The CROOKSBURY LINE at around 232 degrees would seem to be aligned to the mid-winter sunset. At just over 7 Druid Miles (DM) the line passes through St Bartholomew’s Church at Wanborough. At just over 8 DM, and on the extremity of visibility, lies the site of the Hogs Back Barrow on a high ridge which appears to be the aiming point for the midwinter sunset. The line then passes close by Hillbury Hillfort, but it is the WAVERLEY LINE and the DEERLEAP LINE that pass through the fort itself, and then carries on to Culverswell Barrow. Although precisely on the line this barrow is slightly beyond the 12 DM point at the crest of the hill. Carrying on down the hill the alignment terminates between two very close tumuli known as Crooksbury Barrows. Nothing has so far been found beyond this
Scale plan of Hillbury Hillfort
Puttenham is a very special place to me with fond childhood memories of weekend visits to my father’s family home in The Street. It is a pretty village, linear with the church at the east end, lying at the foot of the south slope of the Hogs Back, now favoured by commuters enjoying the country life. Puttenham Common is just to the south side of the village on a greensand ridge with extensive views to the chalk ridge of the South Downs.

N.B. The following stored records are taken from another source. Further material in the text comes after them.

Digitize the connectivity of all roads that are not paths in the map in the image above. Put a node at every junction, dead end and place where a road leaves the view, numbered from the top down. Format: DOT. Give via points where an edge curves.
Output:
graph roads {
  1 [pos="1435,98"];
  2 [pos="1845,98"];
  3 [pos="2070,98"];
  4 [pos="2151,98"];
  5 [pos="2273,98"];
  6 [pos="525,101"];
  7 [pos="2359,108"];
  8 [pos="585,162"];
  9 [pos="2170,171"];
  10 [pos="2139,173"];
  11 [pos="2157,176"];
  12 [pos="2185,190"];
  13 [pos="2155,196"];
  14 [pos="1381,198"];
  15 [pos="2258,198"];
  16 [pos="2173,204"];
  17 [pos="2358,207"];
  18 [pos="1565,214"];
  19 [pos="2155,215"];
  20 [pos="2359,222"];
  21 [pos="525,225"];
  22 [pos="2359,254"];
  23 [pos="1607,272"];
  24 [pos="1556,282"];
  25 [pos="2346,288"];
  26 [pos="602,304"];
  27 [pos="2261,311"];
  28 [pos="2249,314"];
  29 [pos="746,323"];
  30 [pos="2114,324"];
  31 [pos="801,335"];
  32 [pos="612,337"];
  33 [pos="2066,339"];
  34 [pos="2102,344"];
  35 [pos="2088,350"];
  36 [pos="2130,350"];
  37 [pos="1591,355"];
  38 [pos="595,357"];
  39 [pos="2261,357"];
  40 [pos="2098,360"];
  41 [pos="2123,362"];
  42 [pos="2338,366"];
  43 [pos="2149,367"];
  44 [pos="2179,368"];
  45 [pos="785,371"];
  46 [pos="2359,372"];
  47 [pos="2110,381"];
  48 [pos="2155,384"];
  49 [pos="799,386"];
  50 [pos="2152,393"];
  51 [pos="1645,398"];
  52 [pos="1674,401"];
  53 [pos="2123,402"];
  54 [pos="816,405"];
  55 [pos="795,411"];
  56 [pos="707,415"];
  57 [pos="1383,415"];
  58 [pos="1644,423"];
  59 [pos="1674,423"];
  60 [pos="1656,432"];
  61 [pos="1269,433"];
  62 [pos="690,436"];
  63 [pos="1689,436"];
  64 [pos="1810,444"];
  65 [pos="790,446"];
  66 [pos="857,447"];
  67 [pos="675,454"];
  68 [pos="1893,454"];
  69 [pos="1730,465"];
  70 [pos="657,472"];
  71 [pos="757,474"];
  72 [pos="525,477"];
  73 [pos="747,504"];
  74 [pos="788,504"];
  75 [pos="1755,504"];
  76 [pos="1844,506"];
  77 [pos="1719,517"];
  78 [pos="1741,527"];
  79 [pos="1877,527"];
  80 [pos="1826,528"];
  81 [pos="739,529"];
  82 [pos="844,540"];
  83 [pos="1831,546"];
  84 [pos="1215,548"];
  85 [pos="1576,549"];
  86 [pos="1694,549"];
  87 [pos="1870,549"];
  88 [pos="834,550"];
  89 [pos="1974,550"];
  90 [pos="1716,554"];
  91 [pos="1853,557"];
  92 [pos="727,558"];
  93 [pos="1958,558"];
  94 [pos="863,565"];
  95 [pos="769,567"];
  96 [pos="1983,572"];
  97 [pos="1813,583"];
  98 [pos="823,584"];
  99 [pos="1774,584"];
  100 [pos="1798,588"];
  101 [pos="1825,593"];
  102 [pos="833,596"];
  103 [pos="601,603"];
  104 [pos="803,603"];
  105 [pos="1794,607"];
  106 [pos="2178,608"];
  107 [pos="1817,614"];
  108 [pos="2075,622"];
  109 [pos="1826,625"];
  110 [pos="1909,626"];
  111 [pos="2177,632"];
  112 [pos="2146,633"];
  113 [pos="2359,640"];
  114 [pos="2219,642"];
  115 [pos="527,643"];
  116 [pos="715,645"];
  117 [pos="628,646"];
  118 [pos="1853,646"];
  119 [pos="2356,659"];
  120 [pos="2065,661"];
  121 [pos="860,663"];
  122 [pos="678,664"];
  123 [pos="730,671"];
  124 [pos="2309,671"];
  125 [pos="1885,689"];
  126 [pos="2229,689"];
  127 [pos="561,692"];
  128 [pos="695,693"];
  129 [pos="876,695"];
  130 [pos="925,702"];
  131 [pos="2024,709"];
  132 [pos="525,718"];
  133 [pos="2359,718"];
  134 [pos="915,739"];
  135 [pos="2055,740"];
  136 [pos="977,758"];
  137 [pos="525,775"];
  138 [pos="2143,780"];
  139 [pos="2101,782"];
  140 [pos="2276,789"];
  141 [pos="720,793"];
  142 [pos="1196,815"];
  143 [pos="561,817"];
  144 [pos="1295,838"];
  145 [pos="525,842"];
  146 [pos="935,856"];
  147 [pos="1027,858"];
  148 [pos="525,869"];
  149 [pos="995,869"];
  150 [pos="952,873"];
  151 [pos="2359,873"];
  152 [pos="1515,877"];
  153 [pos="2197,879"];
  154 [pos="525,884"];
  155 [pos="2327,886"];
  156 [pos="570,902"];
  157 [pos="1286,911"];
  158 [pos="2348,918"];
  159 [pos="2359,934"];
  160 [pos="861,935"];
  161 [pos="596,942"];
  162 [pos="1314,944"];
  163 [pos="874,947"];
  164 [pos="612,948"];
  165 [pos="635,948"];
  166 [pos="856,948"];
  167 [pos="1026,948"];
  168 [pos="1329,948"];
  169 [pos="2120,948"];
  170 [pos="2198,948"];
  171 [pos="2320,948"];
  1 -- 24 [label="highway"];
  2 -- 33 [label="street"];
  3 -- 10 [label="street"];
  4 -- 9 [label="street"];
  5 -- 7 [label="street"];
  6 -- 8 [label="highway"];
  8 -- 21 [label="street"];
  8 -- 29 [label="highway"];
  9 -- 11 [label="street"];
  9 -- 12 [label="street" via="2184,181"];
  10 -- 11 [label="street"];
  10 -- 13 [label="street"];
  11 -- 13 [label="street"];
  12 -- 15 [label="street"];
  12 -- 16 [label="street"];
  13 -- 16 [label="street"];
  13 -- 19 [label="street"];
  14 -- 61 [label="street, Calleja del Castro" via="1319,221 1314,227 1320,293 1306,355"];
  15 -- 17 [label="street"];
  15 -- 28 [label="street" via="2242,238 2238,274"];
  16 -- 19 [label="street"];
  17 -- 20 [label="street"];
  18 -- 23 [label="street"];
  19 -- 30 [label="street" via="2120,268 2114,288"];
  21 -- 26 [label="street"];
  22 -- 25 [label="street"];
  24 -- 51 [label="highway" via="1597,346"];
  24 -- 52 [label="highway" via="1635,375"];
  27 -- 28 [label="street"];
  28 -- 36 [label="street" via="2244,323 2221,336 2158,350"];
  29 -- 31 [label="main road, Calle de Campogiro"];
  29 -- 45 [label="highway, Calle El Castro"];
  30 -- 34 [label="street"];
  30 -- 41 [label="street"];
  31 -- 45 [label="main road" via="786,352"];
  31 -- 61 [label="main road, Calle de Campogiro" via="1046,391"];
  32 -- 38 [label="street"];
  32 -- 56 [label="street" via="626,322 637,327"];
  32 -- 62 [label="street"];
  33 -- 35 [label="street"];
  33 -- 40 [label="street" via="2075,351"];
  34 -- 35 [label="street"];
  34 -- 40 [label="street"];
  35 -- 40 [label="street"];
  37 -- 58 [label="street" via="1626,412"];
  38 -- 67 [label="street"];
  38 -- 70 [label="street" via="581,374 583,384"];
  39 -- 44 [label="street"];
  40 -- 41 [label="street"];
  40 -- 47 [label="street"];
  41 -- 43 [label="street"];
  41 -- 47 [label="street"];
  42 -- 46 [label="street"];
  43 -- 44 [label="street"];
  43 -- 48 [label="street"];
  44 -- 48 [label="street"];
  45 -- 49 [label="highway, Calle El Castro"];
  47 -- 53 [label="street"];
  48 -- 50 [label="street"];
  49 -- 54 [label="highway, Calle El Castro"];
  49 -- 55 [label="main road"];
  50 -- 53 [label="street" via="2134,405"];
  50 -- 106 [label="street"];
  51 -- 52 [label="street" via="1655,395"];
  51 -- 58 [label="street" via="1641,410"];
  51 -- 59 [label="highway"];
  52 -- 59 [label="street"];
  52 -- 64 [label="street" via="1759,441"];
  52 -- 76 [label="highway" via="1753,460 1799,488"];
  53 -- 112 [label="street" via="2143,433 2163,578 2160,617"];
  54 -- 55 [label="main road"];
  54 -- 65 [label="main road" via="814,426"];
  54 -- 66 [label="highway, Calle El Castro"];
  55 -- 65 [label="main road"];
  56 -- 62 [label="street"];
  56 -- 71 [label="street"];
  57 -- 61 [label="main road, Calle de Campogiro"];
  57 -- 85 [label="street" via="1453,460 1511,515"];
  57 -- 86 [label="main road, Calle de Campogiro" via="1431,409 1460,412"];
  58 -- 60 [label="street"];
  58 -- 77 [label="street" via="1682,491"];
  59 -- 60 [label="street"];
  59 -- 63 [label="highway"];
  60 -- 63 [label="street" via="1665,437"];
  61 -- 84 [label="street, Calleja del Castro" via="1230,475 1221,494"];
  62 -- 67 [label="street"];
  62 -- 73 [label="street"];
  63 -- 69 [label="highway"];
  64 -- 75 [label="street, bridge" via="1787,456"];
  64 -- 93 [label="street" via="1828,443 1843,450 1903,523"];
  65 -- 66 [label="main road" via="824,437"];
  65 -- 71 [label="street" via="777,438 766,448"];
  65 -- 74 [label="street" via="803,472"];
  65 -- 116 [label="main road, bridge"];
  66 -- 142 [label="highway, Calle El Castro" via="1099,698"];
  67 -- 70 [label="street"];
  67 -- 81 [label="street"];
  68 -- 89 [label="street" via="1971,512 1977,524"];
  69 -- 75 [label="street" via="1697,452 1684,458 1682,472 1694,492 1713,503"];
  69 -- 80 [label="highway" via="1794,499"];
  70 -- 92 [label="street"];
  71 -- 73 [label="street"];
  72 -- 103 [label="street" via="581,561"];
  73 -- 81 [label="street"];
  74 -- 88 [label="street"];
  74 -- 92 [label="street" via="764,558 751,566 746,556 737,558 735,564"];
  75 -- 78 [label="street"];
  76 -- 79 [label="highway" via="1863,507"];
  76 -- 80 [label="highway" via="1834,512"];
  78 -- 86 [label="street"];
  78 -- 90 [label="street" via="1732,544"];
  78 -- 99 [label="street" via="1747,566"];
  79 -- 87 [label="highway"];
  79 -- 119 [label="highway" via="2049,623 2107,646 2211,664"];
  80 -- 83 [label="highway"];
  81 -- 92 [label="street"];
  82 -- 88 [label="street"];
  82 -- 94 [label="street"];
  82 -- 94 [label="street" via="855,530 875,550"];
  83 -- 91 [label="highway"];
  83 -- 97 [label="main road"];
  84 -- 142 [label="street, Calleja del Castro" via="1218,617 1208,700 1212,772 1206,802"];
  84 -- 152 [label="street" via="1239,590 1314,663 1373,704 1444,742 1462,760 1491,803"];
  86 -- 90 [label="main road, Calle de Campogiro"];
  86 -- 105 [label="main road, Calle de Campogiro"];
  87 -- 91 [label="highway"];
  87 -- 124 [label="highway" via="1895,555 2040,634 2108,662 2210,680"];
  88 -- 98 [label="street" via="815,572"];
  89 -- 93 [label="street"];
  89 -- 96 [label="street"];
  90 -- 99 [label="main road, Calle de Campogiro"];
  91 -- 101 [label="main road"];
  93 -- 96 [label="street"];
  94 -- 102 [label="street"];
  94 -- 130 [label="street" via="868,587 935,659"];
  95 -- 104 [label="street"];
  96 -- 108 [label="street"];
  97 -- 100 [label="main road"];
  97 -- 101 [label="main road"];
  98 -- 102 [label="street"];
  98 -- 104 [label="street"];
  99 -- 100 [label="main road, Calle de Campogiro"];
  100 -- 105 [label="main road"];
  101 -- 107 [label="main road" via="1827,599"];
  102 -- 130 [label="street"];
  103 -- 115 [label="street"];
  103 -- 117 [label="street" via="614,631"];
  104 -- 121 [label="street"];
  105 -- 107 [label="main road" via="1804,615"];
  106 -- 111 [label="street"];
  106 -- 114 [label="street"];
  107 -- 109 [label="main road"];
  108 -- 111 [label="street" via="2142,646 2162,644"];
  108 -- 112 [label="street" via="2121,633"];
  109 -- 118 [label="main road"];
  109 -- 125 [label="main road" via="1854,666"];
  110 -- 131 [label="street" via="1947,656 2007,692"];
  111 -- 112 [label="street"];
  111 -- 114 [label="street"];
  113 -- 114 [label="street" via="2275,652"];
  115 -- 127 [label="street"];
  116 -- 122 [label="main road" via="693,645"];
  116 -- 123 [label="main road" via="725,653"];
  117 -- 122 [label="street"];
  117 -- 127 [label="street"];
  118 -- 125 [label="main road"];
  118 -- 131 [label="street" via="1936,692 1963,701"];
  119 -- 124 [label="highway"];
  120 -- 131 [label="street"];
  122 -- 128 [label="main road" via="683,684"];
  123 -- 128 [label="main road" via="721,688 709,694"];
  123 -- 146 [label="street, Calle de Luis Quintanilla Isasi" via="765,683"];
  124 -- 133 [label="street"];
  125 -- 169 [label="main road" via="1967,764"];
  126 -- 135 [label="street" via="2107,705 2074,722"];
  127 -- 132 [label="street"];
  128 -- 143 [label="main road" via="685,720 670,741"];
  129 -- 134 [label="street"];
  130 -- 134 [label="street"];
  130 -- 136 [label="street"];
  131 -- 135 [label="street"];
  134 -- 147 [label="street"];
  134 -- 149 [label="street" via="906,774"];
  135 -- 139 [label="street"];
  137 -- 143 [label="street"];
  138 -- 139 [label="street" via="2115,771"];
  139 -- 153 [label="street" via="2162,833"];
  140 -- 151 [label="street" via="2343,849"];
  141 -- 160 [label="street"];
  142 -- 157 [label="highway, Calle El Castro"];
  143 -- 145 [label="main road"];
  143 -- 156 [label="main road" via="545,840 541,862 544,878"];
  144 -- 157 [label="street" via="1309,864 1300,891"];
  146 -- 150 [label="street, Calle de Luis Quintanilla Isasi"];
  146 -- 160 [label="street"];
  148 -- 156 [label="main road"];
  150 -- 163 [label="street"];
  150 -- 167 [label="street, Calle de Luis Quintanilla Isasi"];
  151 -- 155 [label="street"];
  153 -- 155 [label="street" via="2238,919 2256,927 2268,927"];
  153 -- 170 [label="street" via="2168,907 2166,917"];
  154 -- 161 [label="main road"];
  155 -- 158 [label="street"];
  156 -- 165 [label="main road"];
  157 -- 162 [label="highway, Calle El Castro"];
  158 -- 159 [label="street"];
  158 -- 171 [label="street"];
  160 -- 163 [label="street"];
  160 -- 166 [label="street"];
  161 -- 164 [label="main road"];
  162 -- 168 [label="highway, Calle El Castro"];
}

Hillbury Fort sits on the west end of the central ridge across the common abutting a steep natural escarpment created by the small river flowing north to south through a series of millponds below. It relates to three alignments; Crooksbury, Waverley and Deerleap. The alignment point on the Crooksbury line is near the foot of the pine covered escarpment near the edge of the water in dense rhododendron scrub, making site inspection extremely difficult. The atmosphere of this spot prompts images of sacred groves and it would surely have been the source of water for the fort above. This point is 10 DM along the alignment, as is the fort itself (see plan).
The WAVERLEY LINE appears to pass through two distinct gaps in the east and south ramparts. The 10 DM point on this line tucks neatly into the high point of the north east corner of the fort. This area is rough ground covered in bracken and nothing out of the ordinary can be seen.